◆ Task instructions ◆
Your answer should consist only of the lines below from the one with "index pip: (142, 97)" through the one with "thumb ip: (183, 121)", copied exactly.

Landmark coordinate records
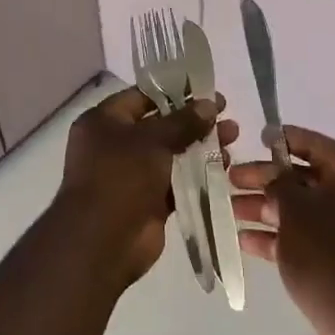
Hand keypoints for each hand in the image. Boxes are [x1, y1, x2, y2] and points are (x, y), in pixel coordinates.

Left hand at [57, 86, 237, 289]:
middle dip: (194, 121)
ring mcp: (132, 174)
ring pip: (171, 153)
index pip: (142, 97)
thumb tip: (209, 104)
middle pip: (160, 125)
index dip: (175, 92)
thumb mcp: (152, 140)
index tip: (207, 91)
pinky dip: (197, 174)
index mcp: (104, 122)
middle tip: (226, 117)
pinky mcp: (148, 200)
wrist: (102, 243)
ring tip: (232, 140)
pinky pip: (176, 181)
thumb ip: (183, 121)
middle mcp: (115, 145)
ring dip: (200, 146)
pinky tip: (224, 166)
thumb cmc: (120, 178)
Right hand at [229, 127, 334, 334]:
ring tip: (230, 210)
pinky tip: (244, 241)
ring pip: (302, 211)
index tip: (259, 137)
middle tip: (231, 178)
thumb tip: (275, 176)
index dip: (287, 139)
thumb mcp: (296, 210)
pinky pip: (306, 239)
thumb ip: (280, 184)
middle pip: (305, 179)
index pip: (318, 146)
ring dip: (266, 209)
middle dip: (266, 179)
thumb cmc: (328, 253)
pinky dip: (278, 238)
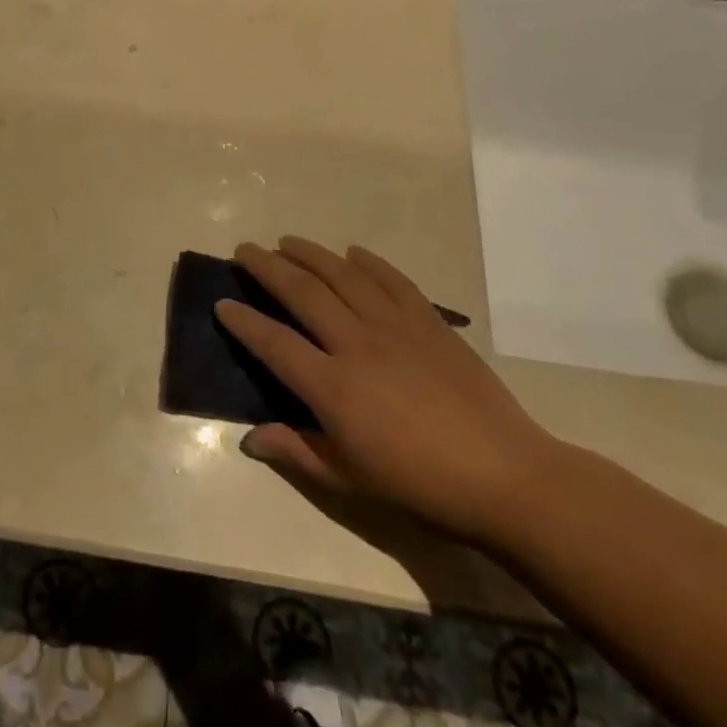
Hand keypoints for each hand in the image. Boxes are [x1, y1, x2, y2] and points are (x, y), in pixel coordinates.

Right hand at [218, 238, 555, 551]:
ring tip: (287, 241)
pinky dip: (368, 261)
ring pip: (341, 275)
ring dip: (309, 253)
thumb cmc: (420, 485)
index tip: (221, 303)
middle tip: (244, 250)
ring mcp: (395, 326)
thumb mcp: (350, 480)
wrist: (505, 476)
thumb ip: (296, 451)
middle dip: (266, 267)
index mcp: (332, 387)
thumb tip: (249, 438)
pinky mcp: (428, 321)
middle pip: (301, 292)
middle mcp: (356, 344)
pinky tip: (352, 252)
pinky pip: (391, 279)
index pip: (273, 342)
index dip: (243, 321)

--

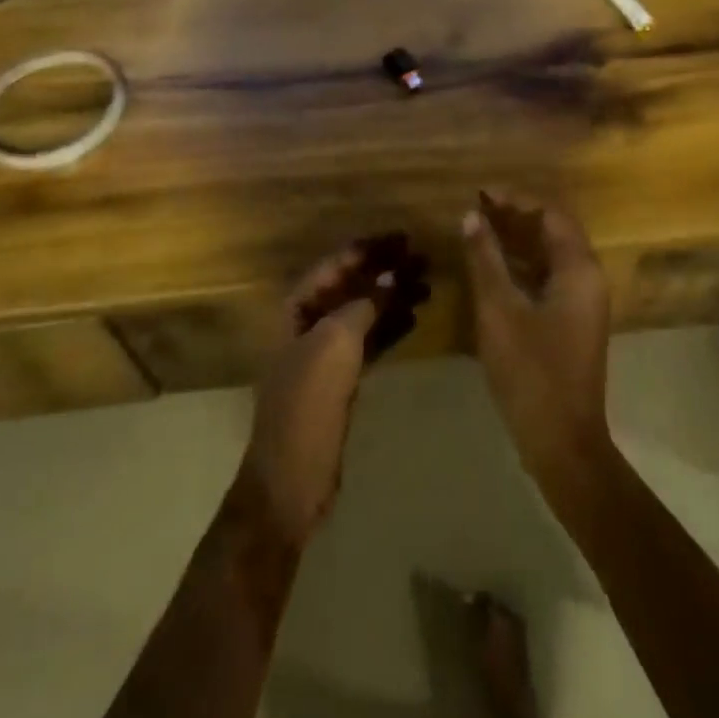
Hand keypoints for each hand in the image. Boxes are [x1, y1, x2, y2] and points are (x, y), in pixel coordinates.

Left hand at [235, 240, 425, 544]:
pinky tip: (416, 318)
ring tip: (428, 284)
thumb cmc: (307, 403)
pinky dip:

◆ Answer to this exercise ◆
index pip: (142, 97)
thumb tip: (209, 104)
middle pip: (160, 125)
index dip: (175, 92)
thumb mcp: (152, 140)
index tip: (207, 91)
pinky dip: (197, 174)
index mcp: (104, 122)
middle tip: (226, 117)
pinky mcp: (148, 200)
wrist: (102, 243)
ring tip: (232, 140)
pinky pip: (176, 181)
thumb ip: (183, 121)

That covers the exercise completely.